3. Na sequência deste pedido foi notificado o requerido, uma vez que, quando foi ouvido, não renunciara ao princípio da especialidade, tendo aquele suscitado, como questão prévia, uma deficiente tradução do MDE, uma vez que onde consta "sentença" deve entender-se "despacho", pois que "não existe qualquer sentença condenatória no processo que corre na Polónia sob o n.º IV K10117", concluindo que, "caso não venha a ser junta nova tradução, deverá, então, ser declaro nulo o MDE e tudo o que posteriormente houver sido processado" (sic).

Mais alegou:

- O MDE não visa o cumprimento de qualquer pena, o Tribunal Polaco pretende é sujeitar o requerido à medida de coação privativa da liberdade, aguardando o julgamento pela prática dos crimes pelos quais se encontra acusado;

- Desconhece-se o verdadeiro alcance e conteúdo do despacho ao abrigo do qual se pretende a entrega do requerido, nomeadamente - se se tratar de extradição para cumprimento de medida de coação privativa da liberdade - a comunicação e/ou informação sobre o prazo previsto para a mesma, e a ausência de outras informações, nomeadamente, sobre eventuais interrupções da prescrição, o que obsta a qualquer tomada de decisão;

- O afastamento do princípio da especialidade consubstanciaria uma verdadeira violação do princípio da lealdade processual, pois que o requerido nunca foi notificado de qualquer ato processual ocorrido nos autos referidos no MDE, desconhecia a existência daqueles e não praticou os factos sumariamente descritos no MDE.

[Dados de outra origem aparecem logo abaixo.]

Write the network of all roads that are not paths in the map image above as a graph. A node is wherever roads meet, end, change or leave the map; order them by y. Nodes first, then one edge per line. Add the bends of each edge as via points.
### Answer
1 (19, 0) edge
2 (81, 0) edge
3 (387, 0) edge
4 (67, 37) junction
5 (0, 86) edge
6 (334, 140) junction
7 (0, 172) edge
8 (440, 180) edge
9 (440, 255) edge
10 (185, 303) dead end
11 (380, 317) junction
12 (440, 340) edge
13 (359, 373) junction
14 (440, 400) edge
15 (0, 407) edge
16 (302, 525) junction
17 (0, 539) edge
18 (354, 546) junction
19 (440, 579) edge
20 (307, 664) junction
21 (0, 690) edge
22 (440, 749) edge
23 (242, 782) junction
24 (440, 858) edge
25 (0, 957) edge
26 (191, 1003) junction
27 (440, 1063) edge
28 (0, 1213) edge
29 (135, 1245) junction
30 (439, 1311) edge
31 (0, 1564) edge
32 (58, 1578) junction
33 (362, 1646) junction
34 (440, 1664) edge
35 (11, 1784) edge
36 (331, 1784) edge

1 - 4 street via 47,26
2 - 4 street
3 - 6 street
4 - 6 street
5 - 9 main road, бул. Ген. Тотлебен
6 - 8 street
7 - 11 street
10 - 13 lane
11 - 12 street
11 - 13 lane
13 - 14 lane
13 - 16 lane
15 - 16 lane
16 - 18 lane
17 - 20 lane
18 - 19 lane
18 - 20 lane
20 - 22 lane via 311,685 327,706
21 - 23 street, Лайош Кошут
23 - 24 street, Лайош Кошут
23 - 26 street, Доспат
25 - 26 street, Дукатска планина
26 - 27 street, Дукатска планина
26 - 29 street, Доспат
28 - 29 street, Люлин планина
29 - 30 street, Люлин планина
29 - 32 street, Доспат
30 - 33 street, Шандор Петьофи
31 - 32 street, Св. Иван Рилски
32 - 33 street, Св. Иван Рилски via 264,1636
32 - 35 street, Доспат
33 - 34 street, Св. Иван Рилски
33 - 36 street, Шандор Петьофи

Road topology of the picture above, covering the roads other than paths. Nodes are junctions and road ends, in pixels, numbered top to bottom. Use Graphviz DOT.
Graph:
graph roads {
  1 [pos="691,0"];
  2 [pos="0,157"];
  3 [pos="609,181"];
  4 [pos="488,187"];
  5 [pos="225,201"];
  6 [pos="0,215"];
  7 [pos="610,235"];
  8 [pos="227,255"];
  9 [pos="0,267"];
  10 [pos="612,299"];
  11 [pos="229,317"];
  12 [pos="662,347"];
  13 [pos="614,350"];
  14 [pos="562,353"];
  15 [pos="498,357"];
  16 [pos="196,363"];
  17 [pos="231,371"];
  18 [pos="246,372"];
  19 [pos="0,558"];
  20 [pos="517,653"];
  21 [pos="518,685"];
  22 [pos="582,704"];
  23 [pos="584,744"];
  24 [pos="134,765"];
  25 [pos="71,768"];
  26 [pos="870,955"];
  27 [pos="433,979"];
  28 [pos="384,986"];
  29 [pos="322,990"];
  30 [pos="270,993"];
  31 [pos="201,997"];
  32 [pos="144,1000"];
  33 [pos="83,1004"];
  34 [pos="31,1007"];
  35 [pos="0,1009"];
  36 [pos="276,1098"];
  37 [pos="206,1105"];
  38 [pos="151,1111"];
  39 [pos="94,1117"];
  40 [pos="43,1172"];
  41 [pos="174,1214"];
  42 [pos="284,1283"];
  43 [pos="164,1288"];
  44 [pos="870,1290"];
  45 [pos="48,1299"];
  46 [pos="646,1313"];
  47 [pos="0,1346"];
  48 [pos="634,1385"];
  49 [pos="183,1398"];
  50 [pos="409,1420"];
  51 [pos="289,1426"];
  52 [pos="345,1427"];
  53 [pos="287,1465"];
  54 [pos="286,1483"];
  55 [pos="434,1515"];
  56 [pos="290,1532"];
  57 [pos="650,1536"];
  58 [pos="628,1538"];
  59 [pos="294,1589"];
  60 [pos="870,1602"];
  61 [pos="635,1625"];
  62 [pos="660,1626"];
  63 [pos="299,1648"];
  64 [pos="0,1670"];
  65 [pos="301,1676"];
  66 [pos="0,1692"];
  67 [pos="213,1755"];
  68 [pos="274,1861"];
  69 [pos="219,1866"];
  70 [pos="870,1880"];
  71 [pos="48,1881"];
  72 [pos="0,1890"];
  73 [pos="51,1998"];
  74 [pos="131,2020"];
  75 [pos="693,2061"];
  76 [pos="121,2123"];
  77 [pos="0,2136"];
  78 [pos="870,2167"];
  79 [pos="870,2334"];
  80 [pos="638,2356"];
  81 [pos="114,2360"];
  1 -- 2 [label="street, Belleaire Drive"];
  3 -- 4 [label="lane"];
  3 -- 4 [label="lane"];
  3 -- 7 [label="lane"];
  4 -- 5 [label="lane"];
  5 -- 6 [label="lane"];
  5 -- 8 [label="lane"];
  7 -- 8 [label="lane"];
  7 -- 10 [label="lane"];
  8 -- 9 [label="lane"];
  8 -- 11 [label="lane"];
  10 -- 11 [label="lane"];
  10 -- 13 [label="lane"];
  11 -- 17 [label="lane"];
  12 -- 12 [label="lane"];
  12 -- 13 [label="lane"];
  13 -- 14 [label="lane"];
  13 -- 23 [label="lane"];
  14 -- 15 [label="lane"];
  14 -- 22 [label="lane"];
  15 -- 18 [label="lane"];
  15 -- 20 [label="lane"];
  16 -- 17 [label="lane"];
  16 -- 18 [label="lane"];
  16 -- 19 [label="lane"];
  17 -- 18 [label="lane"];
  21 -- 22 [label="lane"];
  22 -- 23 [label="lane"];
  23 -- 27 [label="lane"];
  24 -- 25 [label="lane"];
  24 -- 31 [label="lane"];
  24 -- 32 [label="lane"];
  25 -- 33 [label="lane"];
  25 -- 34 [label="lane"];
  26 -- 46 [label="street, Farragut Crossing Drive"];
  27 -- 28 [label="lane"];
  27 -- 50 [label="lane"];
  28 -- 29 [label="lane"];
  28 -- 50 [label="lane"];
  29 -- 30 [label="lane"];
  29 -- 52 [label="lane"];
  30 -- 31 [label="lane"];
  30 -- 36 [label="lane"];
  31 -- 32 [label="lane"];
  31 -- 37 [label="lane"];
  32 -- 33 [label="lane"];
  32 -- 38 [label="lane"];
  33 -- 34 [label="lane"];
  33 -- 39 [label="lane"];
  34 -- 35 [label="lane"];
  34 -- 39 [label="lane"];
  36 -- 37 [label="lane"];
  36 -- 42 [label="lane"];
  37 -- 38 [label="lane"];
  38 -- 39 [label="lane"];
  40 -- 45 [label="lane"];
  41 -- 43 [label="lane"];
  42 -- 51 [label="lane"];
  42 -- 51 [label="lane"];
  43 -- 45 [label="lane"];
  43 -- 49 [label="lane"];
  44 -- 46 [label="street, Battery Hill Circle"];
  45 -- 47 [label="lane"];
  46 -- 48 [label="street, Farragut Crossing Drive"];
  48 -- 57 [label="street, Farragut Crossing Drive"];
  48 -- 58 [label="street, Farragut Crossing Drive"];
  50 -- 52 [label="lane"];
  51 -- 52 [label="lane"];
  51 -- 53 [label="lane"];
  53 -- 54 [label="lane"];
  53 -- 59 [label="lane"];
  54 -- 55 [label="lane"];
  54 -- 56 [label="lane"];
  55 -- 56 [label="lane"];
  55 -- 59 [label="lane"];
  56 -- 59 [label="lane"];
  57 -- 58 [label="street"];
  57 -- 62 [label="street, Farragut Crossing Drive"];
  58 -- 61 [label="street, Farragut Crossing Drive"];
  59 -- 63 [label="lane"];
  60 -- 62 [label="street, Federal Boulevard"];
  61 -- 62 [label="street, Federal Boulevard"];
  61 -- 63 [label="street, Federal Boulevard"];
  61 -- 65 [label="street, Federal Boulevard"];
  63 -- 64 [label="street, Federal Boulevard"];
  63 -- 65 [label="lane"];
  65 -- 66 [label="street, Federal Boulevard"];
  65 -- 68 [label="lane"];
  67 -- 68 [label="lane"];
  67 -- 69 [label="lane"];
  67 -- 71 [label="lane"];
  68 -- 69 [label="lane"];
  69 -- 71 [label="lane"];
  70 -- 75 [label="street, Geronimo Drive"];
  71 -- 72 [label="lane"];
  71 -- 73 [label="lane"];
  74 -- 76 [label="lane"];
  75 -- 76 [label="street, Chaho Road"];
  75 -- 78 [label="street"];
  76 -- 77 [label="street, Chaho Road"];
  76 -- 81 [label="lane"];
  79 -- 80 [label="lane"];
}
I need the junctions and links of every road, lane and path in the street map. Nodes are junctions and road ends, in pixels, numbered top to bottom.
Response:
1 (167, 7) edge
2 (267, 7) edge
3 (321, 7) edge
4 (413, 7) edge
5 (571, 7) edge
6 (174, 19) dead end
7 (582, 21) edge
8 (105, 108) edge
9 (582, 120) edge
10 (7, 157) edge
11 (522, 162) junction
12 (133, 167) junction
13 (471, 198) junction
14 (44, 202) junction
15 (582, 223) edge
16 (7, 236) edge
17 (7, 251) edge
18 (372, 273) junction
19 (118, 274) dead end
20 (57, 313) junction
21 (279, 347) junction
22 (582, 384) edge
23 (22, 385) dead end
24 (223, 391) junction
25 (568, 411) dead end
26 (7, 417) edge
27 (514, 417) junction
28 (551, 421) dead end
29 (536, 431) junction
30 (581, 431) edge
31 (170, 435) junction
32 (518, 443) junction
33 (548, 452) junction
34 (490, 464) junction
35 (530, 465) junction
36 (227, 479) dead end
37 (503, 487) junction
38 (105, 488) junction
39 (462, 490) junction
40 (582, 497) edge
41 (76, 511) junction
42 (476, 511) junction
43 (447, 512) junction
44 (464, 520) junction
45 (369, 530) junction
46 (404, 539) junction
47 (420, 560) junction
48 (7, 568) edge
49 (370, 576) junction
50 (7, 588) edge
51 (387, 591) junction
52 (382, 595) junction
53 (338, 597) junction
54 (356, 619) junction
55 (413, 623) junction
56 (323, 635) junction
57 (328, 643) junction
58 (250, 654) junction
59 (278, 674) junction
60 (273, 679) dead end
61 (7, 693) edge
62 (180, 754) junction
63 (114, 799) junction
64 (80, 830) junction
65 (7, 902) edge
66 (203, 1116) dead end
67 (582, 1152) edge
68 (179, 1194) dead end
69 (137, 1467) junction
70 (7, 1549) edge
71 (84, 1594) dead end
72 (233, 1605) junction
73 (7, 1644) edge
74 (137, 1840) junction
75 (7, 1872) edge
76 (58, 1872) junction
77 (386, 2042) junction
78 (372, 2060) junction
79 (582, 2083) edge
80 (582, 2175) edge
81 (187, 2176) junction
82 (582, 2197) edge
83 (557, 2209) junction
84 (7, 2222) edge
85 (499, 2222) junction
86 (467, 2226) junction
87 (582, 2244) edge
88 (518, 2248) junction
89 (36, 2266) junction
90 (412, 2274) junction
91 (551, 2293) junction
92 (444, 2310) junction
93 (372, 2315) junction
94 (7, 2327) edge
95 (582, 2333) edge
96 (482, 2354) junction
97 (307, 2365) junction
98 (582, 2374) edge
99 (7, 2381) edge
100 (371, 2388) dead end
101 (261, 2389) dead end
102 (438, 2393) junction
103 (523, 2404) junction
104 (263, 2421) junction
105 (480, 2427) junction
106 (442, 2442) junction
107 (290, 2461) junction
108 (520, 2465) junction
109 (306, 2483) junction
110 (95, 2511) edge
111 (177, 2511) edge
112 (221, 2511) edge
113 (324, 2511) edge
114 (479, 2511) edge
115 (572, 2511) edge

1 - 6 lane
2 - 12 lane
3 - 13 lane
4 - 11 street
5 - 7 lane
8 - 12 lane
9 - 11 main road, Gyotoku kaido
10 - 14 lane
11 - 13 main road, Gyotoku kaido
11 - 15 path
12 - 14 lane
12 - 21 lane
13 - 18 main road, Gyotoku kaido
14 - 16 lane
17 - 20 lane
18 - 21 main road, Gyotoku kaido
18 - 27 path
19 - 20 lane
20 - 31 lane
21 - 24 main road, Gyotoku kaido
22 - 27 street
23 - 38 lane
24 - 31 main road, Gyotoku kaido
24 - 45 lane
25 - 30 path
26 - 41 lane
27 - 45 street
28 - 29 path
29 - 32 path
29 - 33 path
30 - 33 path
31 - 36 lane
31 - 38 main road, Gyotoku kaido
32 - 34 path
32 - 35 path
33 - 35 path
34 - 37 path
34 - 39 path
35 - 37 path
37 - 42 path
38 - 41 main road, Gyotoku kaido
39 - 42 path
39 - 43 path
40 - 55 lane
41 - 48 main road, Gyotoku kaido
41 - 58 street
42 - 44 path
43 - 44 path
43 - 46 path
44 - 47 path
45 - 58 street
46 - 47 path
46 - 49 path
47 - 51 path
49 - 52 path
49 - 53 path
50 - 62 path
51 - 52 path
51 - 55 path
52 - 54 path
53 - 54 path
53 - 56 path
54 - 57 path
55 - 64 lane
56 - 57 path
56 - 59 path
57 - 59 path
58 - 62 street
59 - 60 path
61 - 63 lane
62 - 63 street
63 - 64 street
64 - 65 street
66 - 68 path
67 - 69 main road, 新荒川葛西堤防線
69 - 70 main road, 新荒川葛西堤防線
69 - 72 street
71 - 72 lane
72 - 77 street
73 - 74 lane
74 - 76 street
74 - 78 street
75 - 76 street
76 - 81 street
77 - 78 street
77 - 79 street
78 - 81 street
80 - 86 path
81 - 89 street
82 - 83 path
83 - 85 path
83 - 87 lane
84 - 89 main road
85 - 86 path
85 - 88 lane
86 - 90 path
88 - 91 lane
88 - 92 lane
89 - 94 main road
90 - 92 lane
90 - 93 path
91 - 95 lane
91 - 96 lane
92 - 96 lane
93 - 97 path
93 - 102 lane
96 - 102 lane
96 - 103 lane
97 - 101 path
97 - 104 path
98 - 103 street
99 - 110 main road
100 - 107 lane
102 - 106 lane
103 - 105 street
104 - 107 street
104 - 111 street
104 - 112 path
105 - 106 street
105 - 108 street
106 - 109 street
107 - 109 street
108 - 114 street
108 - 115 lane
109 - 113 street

4. Em face do requerido, e mediante parecer do Ministério Público, foi solicitada á autoridade judiciária de emissão informação que ''pena foi aplicada ao requerido por via da sentença proferida pelo Tribunal regional de Lódz em 16 de maio de 2018", tendo aquele tribunal informado, por ofício de 11.05-2020:

- Que o MDE emitido pelo Tribunal Distrital de Lódz em 12 de novembro de 2019 "não está relacionado com a pena de privação de liberdade pronunciada contra AA";

- Que em 16 de maio de 2018 o Tribunal Distrital de Lódz "emitiu o despacho de prisão preventiva e o mandado de Detenção Europeu foi emitido para efeitos de procedimento penal por crimes que lhe foram imputados".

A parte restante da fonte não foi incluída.